[Stored data]
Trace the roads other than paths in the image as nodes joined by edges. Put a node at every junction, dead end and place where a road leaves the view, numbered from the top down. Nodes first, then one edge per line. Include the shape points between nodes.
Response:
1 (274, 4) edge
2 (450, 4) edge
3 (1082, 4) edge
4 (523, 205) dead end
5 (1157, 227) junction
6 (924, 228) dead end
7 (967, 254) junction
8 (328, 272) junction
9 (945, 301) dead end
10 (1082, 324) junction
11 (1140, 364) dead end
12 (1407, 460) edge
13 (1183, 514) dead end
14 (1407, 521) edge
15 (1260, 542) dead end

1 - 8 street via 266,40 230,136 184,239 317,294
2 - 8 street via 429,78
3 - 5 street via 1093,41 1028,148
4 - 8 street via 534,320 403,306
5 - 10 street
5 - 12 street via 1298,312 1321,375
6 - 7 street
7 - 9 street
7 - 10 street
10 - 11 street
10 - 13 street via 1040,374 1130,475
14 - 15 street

§ **Activity**
Please copy out each entry exactly as it appears above.

§ **Written answer**
Trace the roads other than paths in the image as nodes joined by edges. Put a node at every junction, dead end and place where a road leaves the view, numbered from the top down. Nodes first, then one edge per line. Include the shape points between nodes.
Response:
1 (274, 4) edge
2 (450, 4) edge
3 (1082, 4) edge
4 (523, 205) dead end
5 (1157, 227) junction
6 (924, 228) dead end
7 (967, 254) junction
8 (328, 272) junction
9 (945, 301) dead end
10 (1082, 324) junction
11 (1140, 364) dead end
12 (1407, 460) edge
13 (1183, 514) dead end
14 (1407, 521) edge
15 (1260, 542) dead end

1 - 8 street via 266,40 230,136 184,239 317,294
2 - 8 street via 429,78
3 - 5 street via 1093,41 1028,148
4 - 8 street via 534,320 403,306
5 - 10 street
5 - 12 street via 1298,312 1321,375
6 - 7 street
7 - 9 street
7 - 10 street
10 - 11 street
10 - 13 street via 1040,374 1130,475
14 - 15 street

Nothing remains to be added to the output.